Nuestro soberano, al ser informado del hallazgo y enterado de los pormenores, ordenó construir con la piedra moldeable un dique en la playa con la finalidad de resguardar de las altas mareas nuestras tierras de cultivo, convirtiendo así el lugar en un pólder.”
Esto estaba escrito en varios papeles a los que pudimos dar continuidad. Faltaban varias hojas y nuevamente armamos un grupo correlativo, en el que pude leer:
“Una larga temporada cultivamos y cosechamos exquisitos productos de esta fértil, maravillosa tierra, hasta que un día, lunas antes de la marea alta, nuestros cultivos amanecieron totalmente secos, podridos y en su lugar habían crecido con toda su fuerza ingentes cantidades de las plantas con las flores gris azuladas, destruyendo nuestra cosecha, arrasando nuestros terrenos.
No pudimos detener el crecimiento de estas enigmáticas plantas.
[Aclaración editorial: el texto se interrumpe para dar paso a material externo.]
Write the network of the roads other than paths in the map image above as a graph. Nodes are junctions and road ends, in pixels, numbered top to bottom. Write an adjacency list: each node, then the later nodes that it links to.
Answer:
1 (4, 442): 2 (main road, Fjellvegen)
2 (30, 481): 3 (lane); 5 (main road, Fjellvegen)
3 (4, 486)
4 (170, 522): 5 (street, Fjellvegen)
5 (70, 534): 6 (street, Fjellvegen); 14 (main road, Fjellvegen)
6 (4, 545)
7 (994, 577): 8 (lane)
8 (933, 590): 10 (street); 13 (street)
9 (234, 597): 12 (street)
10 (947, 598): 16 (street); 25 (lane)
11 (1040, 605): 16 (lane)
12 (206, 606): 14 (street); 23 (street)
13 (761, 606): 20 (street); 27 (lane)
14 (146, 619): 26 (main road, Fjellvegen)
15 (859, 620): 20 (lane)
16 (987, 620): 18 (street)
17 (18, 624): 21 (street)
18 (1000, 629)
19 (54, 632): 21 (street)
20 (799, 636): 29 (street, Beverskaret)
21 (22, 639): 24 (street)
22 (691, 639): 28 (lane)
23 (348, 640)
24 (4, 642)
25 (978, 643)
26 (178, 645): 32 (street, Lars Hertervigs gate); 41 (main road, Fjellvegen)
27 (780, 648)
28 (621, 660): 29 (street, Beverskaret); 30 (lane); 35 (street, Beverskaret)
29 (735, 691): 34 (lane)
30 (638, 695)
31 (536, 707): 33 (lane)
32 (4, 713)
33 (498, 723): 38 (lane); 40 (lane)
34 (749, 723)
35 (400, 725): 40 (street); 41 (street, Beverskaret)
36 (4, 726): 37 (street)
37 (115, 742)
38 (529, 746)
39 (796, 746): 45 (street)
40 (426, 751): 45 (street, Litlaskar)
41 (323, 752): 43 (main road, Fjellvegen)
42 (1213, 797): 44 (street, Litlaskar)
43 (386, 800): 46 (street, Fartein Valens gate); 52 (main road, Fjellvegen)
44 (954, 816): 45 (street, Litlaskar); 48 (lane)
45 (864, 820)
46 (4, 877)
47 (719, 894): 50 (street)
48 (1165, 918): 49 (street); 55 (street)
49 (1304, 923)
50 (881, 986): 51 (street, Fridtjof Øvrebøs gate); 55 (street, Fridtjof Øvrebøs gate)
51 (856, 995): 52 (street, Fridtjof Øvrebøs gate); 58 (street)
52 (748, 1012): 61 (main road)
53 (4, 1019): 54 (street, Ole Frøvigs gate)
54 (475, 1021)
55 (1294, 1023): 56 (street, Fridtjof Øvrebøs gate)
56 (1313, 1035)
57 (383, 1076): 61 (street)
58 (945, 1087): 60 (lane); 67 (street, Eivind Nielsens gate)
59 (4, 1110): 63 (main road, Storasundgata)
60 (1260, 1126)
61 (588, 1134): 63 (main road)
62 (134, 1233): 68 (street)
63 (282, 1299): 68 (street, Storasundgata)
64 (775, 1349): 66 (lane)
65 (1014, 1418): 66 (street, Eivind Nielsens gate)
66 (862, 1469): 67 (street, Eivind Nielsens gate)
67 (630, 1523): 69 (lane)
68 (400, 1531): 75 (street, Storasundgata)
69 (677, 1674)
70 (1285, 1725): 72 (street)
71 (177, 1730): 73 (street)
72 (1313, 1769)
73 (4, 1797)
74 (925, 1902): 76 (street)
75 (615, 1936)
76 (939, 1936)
Algunos de nuestros agricultores, trataron de arrancarlas mientras brotaban insistentemente aquí, allá, y, en su desesperación, se sumergieron en los charcos, de donde ya no pudieron escapar.”
En cuanto leí estos manuscritos, en voz alta, mis hombres, en su mayoría supersticiosos e ignorantes, me dijeron: “Salgamos de aquí, capitán!”
Pidiéndoles calma y movido por la curiosidad, decidí leer en el extraño espejo otro manojo correlativo de los manuscritos que lograron juntar mis atemorizados hombres.
“(…) al darnos cuenta del poder que ejerce la salina agua de mar en el ciclo vital de estas flores, y al saber lo extremadamente difícil que es destruir la piedra obtenida de esta sustancia, después de una larga deliberación, nuestros sabios aconsejaron a nuestro soberano organizar el abandono, la partida de todos nosotros, el viaje, el escape hacia otro paraje donde construir nuestra ciudad.
Si alguien está leyendo esto, deberá tomar en cuenta nuestro consejo: aléjense de inmediato de esta impredecible tierra.”
Ordené a mis hombres mantener la calma, no tocar nada que no sean provisiones y, dadas las horas, tener paciencia, descansar esta noche, reponer fuerzas para abandonar la isla al amanecer.
Mientras mis hombres buscaban acomodo, cubiertos con las telas que encontramos, guardé en mi morral todos los objetos de navegación que creí necesarios para orientarnos y dejar al alba este extraño lugar.